### DATA EXCERPTS

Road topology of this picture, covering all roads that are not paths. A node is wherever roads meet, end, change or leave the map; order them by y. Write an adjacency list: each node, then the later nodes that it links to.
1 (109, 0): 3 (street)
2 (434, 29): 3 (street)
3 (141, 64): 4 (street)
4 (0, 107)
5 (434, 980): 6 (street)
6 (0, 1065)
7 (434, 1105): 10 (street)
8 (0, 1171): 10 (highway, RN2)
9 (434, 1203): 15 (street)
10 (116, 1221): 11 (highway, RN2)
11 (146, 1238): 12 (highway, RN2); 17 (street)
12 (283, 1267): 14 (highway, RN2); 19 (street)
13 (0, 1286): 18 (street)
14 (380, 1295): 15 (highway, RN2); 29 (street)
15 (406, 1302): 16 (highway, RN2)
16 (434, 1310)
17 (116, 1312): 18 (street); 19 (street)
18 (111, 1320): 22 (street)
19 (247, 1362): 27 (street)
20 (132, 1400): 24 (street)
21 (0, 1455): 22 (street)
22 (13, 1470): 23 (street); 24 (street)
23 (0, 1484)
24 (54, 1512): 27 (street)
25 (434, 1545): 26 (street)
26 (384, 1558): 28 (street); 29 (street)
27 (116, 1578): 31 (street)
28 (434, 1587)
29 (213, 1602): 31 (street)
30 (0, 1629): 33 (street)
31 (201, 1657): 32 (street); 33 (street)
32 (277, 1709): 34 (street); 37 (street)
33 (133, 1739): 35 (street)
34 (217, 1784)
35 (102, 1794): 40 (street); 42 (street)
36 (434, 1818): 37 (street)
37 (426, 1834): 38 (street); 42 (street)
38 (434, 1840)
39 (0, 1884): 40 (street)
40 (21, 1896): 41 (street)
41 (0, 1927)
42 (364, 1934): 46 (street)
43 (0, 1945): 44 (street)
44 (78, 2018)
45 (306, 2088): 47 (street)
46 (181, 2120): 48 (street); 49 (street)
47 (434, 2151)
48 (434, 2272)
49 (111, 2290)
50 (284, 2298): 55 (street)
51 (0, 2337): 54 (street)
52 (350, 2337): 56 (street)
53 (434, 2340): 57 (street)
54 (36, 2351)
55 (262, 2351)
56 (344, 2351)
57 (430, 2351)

######
### DATA EXCERPTS

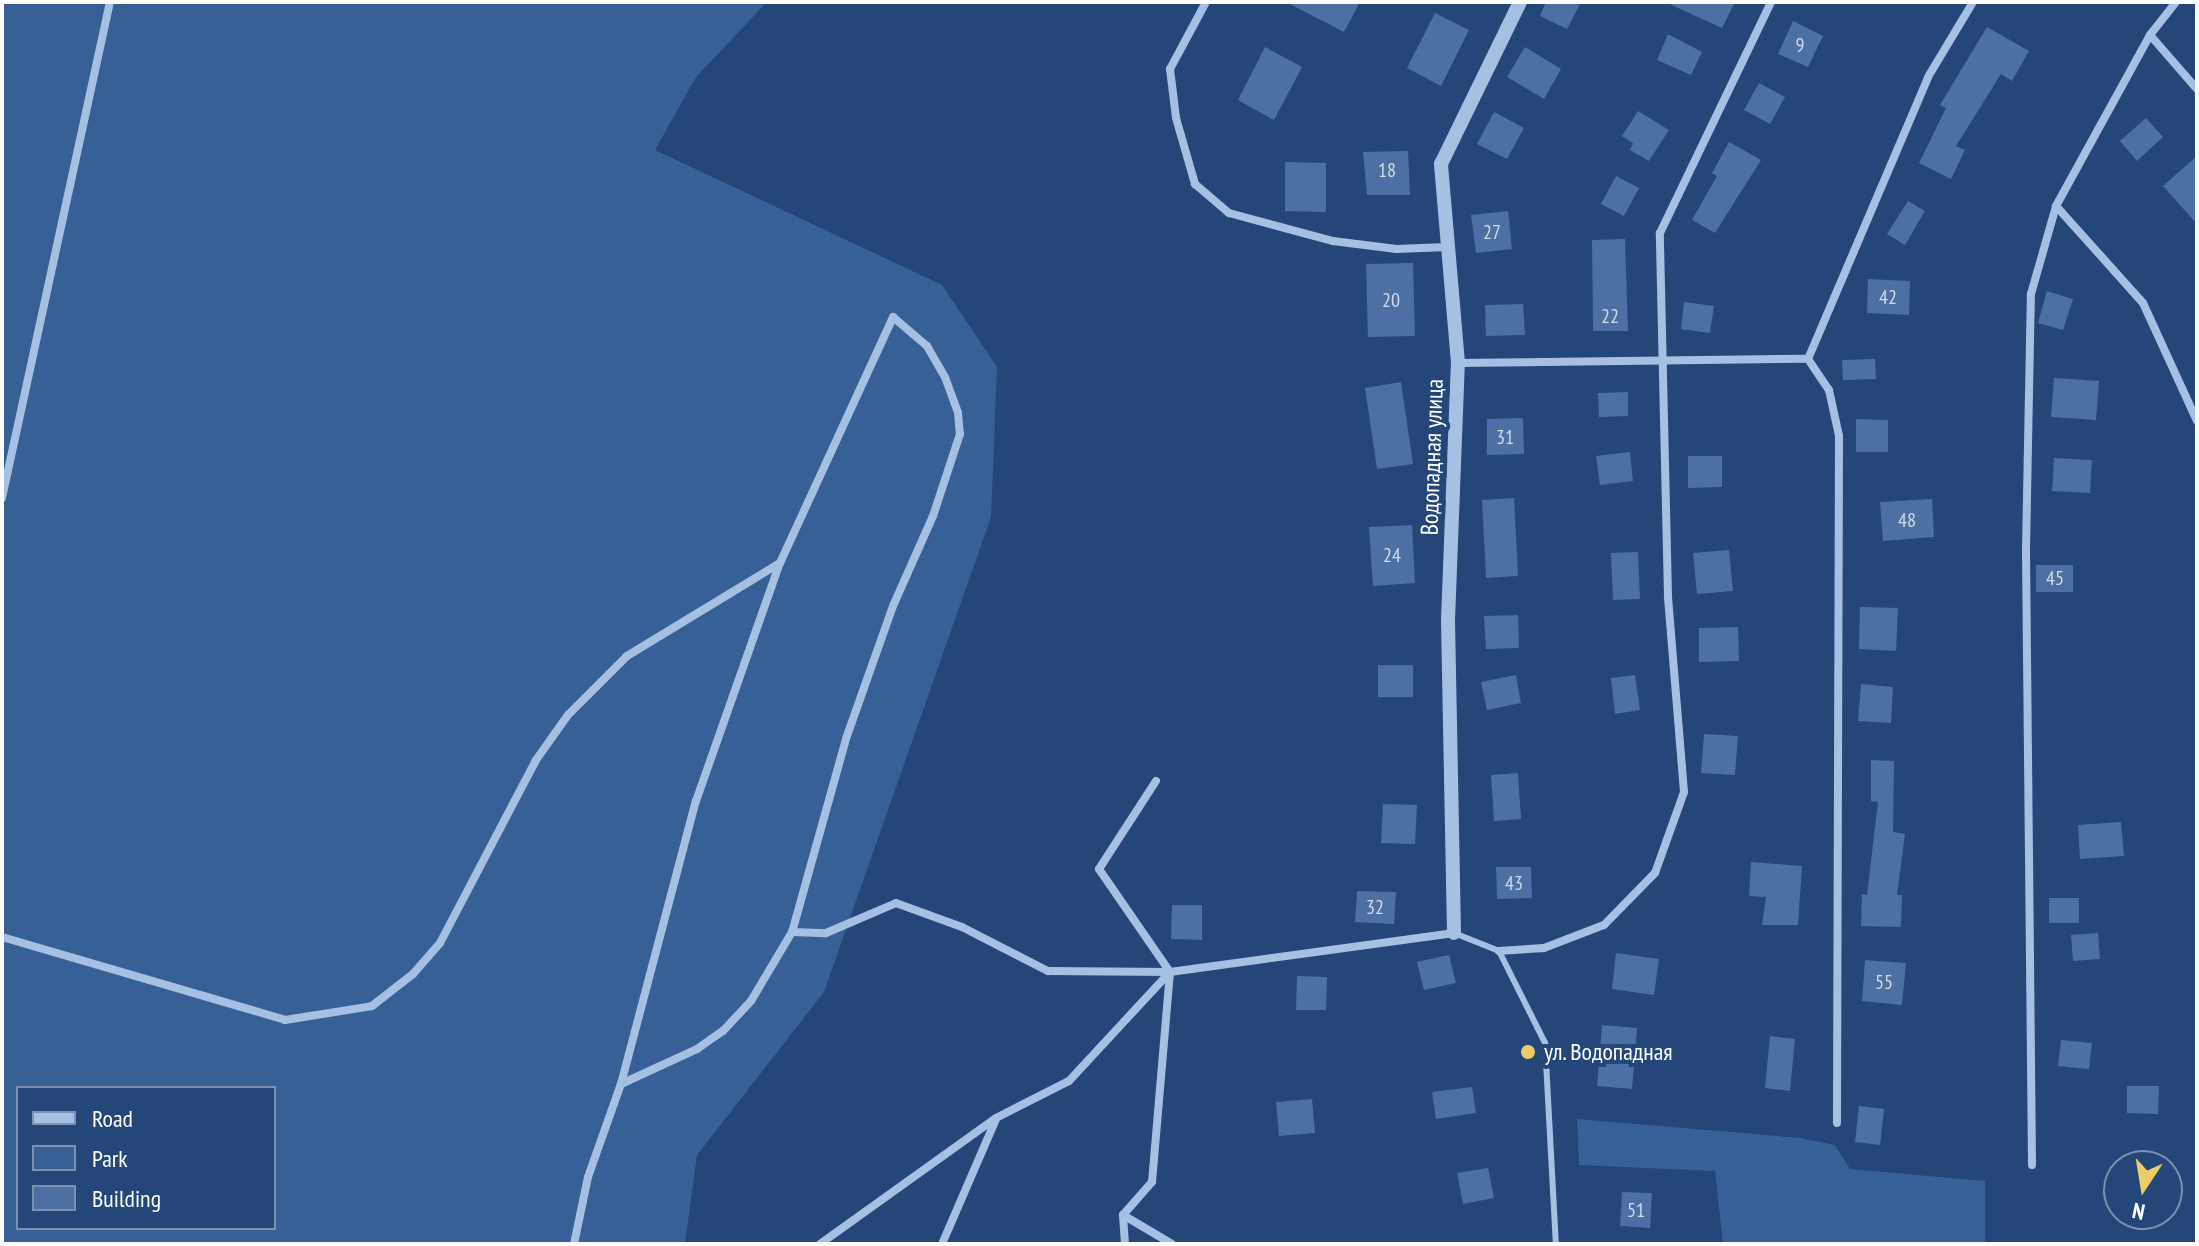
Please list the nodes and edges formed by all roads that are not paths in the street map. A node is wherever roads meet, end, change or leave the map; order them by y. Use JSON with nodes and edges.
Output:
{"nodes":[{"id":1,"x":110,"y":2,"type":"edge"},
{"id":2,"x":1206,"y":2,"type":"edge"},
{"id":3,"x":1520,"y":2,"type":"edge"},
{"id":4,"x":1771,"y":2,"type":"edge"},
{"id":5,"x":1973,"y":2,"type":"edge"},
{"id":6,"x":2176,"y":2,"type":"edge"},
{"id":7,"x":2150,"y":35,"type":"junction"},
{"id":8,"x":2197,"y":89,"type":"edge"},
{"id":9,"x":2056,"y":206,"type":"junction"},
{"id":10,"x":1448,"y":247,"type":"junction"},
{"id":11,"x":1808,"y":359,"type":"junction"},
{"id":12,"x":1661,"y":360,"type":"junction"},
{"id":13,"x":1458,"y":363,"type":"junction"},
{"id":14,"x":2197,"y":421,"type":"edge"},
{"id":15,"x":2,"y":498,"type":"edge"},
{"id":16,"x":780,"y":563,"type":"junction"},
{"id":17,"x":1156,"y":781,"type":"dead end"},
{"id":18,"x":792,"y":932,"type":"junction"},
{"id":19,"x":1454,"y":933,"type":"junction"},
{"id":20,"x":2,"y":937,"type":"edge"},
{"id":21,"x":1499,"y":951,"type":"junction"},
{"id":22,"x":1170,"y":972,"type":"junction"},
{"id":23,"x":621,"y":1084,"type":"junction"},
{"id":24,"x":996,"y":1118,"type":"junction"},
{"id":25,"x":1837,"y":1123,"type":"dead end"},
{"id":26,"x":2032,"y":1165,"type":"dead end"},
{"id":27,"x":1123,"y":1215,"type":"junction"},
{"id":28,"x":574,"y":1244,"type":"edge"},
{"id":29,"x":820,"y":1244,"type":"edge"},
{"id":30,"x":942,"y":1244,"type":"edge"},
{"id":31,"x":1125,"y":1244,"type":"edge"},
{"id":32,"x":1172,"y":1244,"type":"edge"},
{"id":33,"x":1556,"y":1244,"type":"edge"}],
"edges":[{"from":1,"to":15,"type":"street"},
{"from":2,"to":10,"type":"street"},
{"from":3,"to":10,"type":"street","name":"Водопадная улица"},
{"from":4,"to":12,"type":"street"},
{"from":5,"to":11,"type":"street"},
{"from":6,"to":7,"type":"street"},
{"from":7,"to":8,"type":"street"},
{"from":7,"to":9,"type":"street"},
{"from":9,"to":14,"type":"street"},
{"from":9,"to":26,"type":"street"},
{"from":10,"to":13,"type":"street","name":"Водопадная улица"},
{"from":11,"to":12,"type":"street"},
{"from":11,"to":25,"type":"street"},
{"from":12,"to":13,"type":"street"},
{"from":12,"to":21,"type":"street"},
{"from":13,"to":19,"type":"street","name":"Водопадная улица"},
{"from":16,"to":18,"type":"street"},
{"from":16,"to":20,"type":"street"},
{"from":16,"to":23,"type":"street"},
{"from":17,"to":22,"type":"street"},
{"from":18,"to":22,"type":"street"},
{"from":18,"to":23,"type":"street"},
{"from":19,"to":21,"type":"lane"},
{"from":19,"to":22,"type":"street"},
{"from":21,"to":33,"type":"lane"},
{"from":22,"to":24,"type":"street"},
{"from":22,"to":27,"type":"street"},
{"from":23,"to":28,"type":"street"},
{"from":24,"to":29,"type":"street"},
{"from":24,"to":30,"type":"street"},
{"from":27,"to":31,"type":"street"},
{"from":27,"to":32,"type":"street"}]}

######

TASK STATEMENT
What is the number of lines in the listing above that hold "highway"? Respond with that number and nothing else.

EXERCISE SOLUTION
6